## REQUIRED WORK
Repeat the entries that appear below, exactly and in full.

── MATERIAL FOR THIS TASK ──

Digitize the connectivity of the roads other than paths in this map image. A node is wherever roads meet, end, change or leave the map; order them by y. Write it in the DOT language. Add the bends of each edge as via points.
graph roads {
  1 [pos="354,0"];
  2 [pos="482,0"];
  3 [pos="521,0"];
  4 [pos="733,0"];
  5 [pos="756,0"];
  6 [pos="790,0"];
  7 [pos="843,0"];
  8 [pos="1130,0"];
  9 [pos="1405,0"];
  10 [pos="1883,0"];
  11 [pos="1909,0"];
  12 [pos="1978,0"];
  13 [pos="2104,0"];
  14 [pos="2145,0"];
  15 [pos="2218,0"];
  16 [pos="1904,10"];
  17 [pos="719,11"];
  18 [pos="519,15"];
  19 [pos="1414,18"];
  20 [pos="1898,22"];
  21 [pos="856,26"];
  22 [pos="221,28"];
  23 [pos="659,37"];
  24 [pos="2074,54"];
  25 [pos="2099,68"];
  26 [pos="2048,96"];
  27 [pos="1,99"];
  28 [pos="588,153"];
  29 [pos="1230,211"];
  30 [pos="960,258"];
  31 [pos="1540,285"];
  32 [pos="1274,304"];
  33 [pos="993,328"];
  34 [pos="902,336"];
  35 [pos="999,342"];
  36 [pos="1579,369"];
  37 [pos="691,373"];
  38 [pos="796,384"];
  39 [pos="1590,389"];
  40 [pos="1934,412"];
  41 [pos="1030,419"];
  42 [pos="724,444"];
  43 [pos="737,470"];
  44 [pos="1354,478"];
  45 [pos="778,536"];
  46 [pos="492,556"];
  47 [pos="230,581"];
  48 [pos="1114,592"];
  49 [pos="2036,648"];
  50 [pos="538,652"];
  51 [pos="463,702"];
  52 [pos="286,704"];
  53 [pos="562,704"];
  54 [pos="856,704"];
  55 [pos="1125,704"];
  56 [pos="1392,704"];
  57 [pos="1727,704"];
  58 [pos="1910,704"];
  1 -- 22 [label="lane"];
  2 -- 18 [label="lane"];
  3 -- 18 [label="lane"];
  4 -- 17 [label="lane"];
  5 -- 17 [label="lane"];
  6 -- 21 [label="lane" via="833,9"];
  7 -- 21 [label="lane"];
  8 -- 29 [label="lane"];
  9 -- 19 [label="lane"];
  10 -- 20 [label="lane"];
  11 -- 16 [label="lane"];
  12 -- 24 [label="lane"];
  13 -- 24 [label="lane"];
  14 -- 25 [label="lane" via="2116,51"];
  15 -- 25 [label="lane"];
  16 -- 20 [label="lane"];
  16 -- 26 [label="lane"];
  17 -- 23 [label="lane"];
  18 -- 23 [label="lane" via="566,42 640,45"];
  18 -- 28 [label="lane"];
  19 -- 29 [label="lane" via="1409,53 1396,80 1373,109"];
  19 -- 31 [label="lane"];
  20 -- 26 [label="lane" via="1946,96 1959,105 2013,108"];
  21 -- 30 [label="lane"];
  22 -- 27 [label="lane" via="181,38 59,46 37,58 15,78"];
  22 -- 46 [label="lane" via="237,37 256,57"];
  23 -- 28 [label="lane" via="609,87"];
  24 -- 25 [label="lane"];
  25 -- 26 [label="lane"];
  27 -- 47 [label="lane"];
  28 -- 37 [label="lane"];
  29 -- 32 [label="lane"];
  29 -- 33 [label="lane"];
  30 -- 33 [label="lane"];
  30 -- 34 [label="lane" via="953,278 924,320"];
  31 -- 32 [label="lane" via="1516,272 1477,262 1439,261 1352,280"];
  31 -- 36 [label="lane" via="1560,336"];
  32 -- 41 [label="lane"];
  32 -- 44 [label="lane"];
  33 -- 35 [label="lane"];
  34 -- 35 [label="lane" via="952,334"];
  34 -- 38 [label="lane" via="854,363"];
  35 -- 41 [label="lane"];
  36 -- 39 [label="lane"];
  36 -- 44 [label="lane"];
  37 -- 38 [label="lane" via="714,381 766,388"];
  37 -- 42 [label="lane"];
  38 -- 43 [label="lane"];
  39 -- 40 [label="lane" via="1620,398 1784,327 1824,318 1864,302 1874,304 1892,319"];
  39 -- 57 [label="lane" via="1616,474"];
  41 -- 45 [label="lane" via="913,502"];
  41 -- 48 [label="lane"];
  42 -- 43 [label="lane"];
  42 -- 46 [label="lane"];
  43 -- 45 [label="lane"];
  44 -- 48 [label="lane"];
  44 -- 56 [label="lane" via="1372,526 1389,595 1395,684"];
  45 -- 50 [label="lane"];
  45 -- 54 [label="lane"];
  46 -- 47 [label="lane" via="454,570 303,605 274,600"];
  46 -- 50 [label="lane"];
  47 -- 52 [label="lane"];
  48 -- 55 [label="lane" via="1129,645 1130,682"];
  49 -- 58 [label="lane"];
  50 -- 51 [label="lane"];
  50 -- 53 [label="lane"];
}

───

## RESPONSE TO THIS TASK
Digitize the connectivity of the roads other than paths in this map image. A node is wherever roads meet, end, change or leave the map; order them by y. Write it in the DOT language. Add the bends of each edge as via points.
graph roads {
  1 [pos="354,0"];
  2 [pos="482,0"];
  3 [pos="521,0"];
  4 [pos="733,0"];
  5 [pos="756,0"];
  6 [pos="790,0"];
  7 [pos="843,0"];
  8 [pos="1130,0"];
  9 [pos="1405,0"];
  10 [pos="1883,0"];
  11 [pos="1909,0"];
  12 [pos="1978,0"];
  13 [pos="2104,0"];
  14 [pos="2145,0"];
  15 [pos="2218,0"];
  16 [pos="1904,10"];
  17 [pos="719,11"];
  18 [pos="519,15"];
  19 [pos="1414,18"];
  20 [pos="1898,22"];
  21 [pos="856,26"];
  22 [pos="221,28"];
  23 [pos="659,37"];
  24 [pos="2074,54"];
  25 [pos="2099,68"];
  26 [pos="2048,96"];
  27 [pos="1,99"];
  28 [pos="588,153"];
  29 [pos="1230,211"];
  30 [pos="960,258"];
  31 [pos="1540,285"];
  32 [pos="1274,304"];
  33 [pos="993,328"];
  34 [pos="902,336"];
  35 [pos="999,342"];
  36 [pos="1579,369"];
  37 [pos="691,373"];
  38 [pos="796,384"];
  39 [pos="1590,389"];
  40 [pos="1934,412"];
  41 [pos="1030,419"];
  42 [pos="724,444"];
  43 [pos="737,470"];
  44 [pos="1354,478"];
  45 [pos="778,536"];
  46 [pos="492,556"];
  47 [pos="230,581"];
  48 [pos="1114,592"];
  49 [pos="2036,648"];
  50 [pos="538,652"];
  51 [pos="463,702"];
  52 [pos="286,704"];
  53 [pos="562,704"];
  54 [pos="856,704"];
  55 [pos="1125,704"];
  56 [pos="1392,704"];
  57 [pos="1727,704"];
  58 [pos="1910,704"];
  1 -- 22 [label="lane"];
  2 -- 18 [label="lane"];
  3 -- 18 [label="lane"];
  4 -- 17 [label="lane"];
  5 -- 17 [label="lane"];
  6 -- 21 [label="lane" via="833,9"];
  7 -- 21 [label="lane"];
  8 -- 29 [label="lane"];
  9 -- 19 [label="lane"];
  10 -- 20 [label="lane"];
  11 -- 16 [label="lane"];
  12 -- 24 [label="lane"];
  13 -- 24 [label="lane"];
  14 -- 25 [label="lane" via="2116,51"];
  15 -- 25 [label="lane"];
  16 -- 20 [label="lane"];
  16 -- 26 [label="lane"];
  17 -- 23 [label="lane"];
  18 -- 23 [label="lane" via="566,42 640,45"];
  18 -- 28 [label="lane"];
  19 -- 29 [label="lane" via="1409,53 1396,80 1373,109"];
  19 -- 31 [label="lane"];
  20 -- 26 [label="lane" via="1946,96 1959,105 2013,108"];
  21 -- 30 [label="lane"];
  22 -- 27 [label="lane" via="181,38 59,46 37,58 15,78"];
  22 -- 46 [label="lane" via="237,37 256,57"];
  23 -- 28 [label="lane" via="609,87"];
  24 -- 25 [label="lane"];
  25 -- 26 [label="lane"];
  27 -- 47 [label="lane"];
  28 -- 37 [label="lane"];
  29 -- 32 [label="lane"];
  29 -- 33 [label="lane"];
  30 -- 33 [label="lane"];
  30 -- 34 [label="lane" via="953,278 924,320"];
  31 -- 32 [label="lane" via="1516,272 1477,262 1439,261 1352,280"];
  31 -- 36 [label="lane" via="1560,336"];
  32 -- 41 [label="lane"];
  32 -- 44 [label="lane"];
  33 -- 35 [label="lane"];
  34 -- 35 [label="lane" via="952,334"];
  34 -- 38 [label="lane" via="854,363"];
  35 -- 41 [label="lane"];
  36 -- 39 [label="lane"];
  36 -- 44 [label="lane"];
  37 -- 38 [label="lane" via="714,381 766,388"];
  37 -- 42 [label="lane"];
  38 -- 43 [label="lane"];
  39 -- 40 [label="lane" via="1620,398 1784,327 1824,318 1864,302 1874,304 1892,319"];
  39 -- 57 [label="lane" via="1616,474"];
  41 -- 45 [label="lane" via="913,502"];
  41 -- 48 [label="lane"];
  42 -- 43 [label="lane"];
  42 -- 46 [label="lane"];
  43 -- 45 [label="lane"];
  44 -- 48 [label="lane"];
  44 -- 56 [label="lane" via="1372,526 1389,595 1395,684"];
  45 -- 50 [label="lane"];
  45 -- 54 [label="lane"];
  46 -- 47 [label="lane" via="454,570 303,605 274,600"];
  46 -- 50 [label="lane"];
  47 -- 52 [label="lane"];
  48 -- 55 [label="lane" via="1129,645 1130,682"];
  49 -- 58 [label="lane"];
  50 -- 51 [label="lane"];
  50 -- 53 [label="lane"];
}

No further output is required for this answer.